Josh’s home lab is interesting here. The CKA prep cluster — Beelinks and Raspberry Pis, kubeadm-bootstrapped, bare metal — is actually easier to upgrade than most production clusters in some ways. kubeadm upgrade plan, kubeadm upgrade apply, drain nodes, upgrade kubelets, uncordon. No cloud provider integration to worry about, no managed node groups with their own upgrade lifecycle, no add-on compatibility matrices. The hard part of Kubernetes upgrades isn’t the control plane. It’s everything you bolted onto it: your CNI plugin version compatibility, your ingress controller’s supported API versions, your cert-manager’s CRD schema migrations, your monitoring stack’s scrape config format changes. The cluster is the easy part. The ecosystem is the hard part.

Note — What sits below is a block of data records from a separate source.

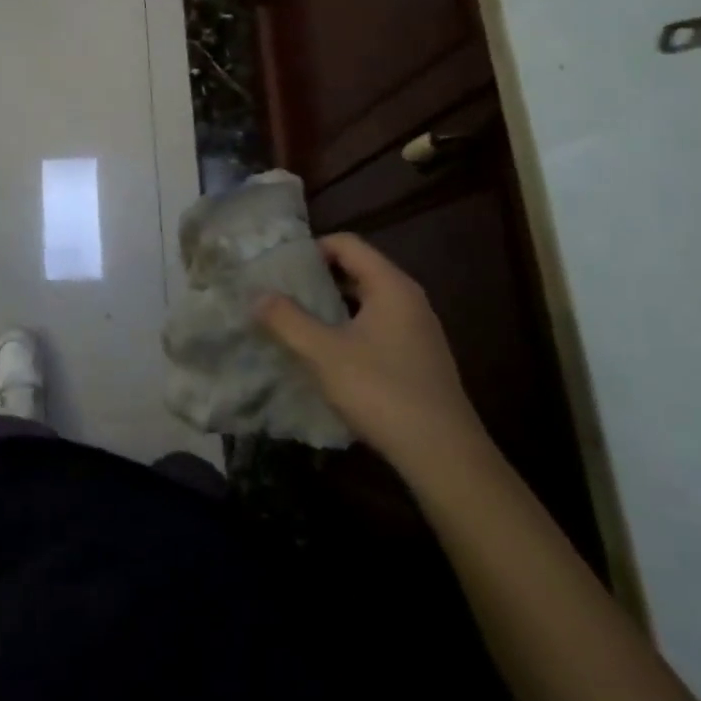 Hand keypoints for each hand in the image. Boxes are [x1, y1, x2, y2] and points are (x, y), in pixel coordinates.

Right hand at [255, 233, 481, 467]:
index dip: (310, 248)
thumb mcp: (323, 353)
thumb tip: (257, 295)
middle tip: (279, 291)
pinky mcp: (417, 359)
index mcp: (391, 286)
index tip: (279, 267)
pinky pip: (375, 327)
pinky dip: (347, 329)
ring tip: (293, 320)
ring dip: (329, 306)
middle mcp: (408, 300)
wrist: (444, 456)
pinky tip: (324, 354)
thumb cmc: (382, 392)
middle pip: (356, 270)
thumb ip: (287, 320)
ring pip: (365, 301)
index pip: (347, 244)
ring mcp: (416, 330)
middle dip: (316, 278) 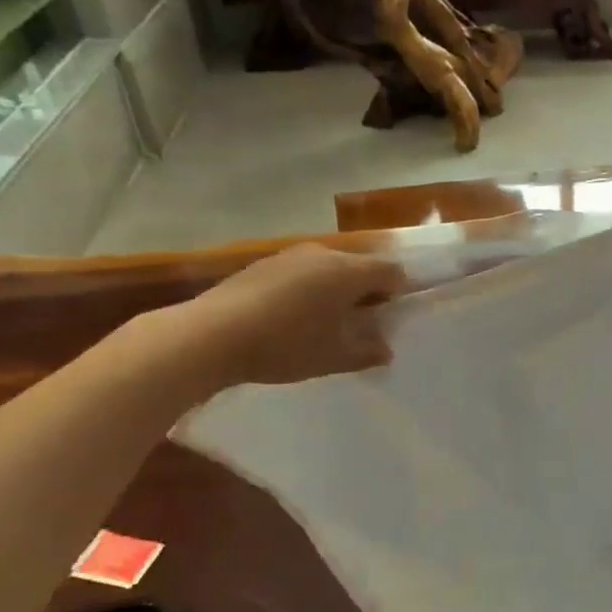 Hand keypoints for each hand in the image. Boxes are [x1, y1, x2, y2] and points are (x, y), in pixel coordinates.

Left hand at [135, 244, 406, 396]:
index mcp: (348, 271)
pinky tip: (291, 318)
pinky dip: (307, 290)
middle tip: (361, 324)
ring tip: (324, 323)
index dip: (398, 293)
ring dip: (335, 290)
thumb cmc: (286, 345)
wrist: (213, 335)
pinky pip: (301, 272)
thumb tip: (386, 349)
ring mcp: (290, 255)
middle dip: (366, 292)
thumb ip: (367, 352)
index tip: (391, 318)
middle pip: (359, 266)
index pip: (391, 271)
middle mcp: (323, 254)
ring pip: (328, 268)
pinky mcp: (263, 264)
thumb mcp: (333, 357)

The managed Kubernetes services (EKS, GKE, AKS) made an implicit promise: we’ll handle the hard parts of running Kubernetes so you don’t have to. For upgrades, this promise is half-kept. They handle the control plane upgrade — etcd migration, API server rollout, controller manager restart. They provide a button (or an API call, or a Terraform resource) to upgrade node groups. But they don’t handle your workload compatibility. They don’t test whether your Helm charts still work. They don’t know that your custom admission webhook calls a deprecated API. The control plane upgrade is the easy part, and that’s the part they automated.
Here’s what I’d actually tell a team struggling with the treadmill:
First, stop treating upgrades as exceptional. They’re maintenance. You do maintenance. Make upgrades part of the regular operational rhythm, not a quarterly fire drill.
Second, invest in the test suite, not the runbook. A runbook that says “check if webhooks still work” is less valuable than a CI job that deploys your webhooks against the new API server and verifies they respond correctly. Automate the verification, not just the execution.
Third, accept that you’ll always be one version behind latest. That’s fine. The goal isn’t to run the newest version — it’s to never run an unsupported one. If you’re on N-1 and N is the latest, you have fourteen months of support and zero pressure. If you’re on N-2 and sweating, you waited too long.
Fourth, track your extension compatibility separately from the cluster version. Make a spreadsheet — yes, a spreadsheet — that maps your CNI version, ingress controller version, cert-manager version, and every other cluster add-on to the Kubernetes versions they support. When a new Kubernetes release drops, check the spreadsheet before you check the changelog. The changelog will tell you what changed in Kubernetes. The spreadsheet will tell you whether your cluster can actually run it.
The treadmill never stops. But if you’re running at the right pace, it doesn’t feel like running. It feels like walking. And walking is sustainable. The teams that burn out on Kubernetes upgrades are the ones who sprint every four months instead of walking every day.
Your cluster has an expiration date. Plan accordingly.